Stereoselective Degradation and Microbial Epimerization of Triadimenol in Soils

Triadimenol is a widely used triazole fungicide and consists of four stereoisomers with 1R,2S, 1S,2R, 1R,2R, and 1S,2S configurations. The trans‐enantiomeric pair (1R,2S‐isomer and 1S,2R‐isomer) is also called triadimenol‐A and the cis‐enantiomeric pair (1R,2R‐isomer and 1S,2S‐isomer) triadimenol‐B. In this study, the stereoselective degradation and chiral stability of triadimenol in two soils were investigated in details.
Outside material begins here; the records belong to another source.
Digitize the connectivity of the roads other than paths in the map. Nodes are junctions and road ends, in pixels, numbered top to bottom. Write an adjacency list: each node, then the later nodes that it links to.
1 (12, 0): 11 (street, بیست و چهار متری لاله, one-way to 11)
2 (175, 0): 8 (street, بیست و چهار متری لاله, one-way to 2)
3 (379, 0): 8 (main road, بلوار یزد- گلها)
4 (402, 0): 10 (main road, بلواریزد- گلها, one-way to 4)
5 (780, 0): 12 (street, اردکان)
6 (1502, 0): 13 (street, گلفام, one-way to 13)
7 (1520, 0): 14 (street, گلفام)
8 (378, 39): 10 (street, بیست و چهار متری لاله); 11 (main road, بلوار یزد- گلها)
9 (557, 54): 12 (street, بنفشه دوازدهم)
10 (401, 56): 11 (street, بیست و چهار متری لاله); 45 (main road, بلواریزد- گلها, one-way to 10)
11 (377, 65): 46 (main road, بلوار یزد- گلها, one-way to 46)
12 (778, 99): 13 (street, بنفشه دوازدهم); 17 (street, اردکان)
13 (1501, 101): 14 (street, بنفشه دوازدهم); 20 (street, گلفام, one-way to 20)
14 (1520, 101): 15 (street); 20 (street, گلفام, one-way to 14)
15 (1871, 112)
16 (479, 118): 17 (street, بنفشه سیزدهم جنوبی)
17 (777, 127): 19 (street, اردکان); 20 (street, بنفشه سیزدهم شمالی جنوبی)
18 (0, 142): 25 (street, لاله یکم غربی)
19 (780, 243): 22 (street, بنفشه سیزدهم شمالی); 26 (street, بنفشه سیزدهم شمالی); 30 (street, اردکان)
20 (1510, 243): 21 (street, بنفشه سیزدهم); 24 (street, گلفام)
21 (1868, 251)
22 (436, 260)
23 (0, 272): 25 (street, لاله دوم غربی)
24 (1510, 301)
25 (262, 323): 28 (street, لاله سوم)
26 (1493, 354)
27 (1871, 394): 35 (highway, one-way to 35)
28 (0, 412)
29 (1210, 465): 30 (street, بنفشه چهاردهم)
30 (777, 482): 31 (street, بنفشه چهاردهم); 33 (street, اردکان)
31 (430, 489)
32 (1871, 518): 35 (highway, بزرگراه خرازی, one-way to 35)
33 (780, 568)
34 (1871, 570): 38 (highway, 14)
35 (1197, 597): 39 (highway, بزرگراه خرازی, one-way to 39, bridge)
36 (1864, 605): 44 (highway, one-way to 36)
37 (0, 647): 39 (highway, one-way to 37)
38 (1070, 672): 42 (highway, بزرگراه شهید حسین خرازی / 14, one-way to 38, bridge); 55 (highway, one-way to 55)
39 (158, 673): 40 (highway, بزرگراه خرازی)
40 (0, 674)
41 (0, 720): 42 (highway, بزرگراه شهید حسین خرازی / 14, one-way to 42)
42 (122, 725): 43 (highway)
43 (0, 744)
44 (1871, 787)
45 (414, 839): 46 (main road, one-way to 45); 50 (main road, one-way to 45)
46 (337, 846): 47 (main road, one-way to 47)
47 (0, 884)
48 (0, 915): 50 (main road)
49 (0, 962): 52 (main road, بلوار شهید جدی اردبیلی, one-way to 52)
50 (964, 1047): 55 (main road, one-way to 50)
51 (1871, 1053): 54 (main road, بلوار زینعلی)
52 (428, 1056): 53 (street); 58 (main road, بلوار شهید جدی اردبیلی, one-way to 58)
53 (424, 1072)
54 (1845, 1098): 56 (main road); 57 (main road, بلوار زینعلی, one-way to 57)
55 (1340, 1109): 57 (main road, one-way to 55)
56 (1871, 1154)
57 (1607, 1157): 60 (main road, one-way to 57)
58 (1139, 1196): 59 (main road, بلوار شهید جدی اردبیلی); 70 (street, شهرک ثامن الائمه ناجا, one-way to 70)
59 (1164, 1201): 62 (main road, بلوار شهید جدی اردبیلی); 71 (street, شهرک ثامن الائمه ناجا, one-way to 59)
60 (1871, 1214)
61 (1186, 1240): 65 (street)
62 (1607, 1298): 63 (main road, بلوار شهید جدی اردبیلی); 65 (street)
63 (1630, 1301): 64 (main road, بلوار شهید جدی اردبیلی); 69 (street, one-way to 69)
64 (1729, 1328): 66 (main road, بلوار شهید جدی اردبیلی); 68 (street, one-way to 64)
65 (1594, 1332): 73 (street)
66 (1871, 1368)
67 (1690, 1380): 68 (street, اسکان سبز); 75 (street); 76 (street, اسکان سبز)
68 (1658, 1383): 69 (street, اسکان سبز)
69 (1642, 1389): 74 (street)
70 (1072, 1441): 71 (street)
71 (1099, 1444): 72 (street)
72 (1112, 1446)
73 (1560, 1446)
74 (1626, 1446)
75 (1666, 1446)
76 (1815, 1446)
The dissipation of technical triadimenol, a 6:1 mixture of triadimenol‐A and triadimenol‐B, showed significant epimerization from triadimenol‐A to triadimenol‐B occurred along with the dissipation process. The degradation exhibited some stereoselectivity, resulting in a concentration order of 1S,2S > 1R,2R > 1R,2S > 1S,2R or 1S,2S > 1R,2R > 1S,2R > 1R,2S at the end of the 100 days incubation for Baoding soil or Wuhan soil, respectively. Further incubation of triadimenol‐B revealed no epimerization, i.e. triadimenol‐B was configurationally stable in soil, and 1R,2R‐triadimenol degraded slightly slower in the former part and slightly faster in the later part of the incubation than 1S,2S‐triadimenol. Moreover, by incubation of enantiopure 1S,2R‐triadimenol and 1R,2S‐triadimenol, the results documented the epimerization for each enantiomer occurred at both C‐1 and C‐2 positions. Finally, the present work also documented that the enantiomerization reaction for all the four stereoisomers was nearly negligible in the soils. Chirality 25:355‐360:, 2013. © 2013 Wiley Periodicals, Inc.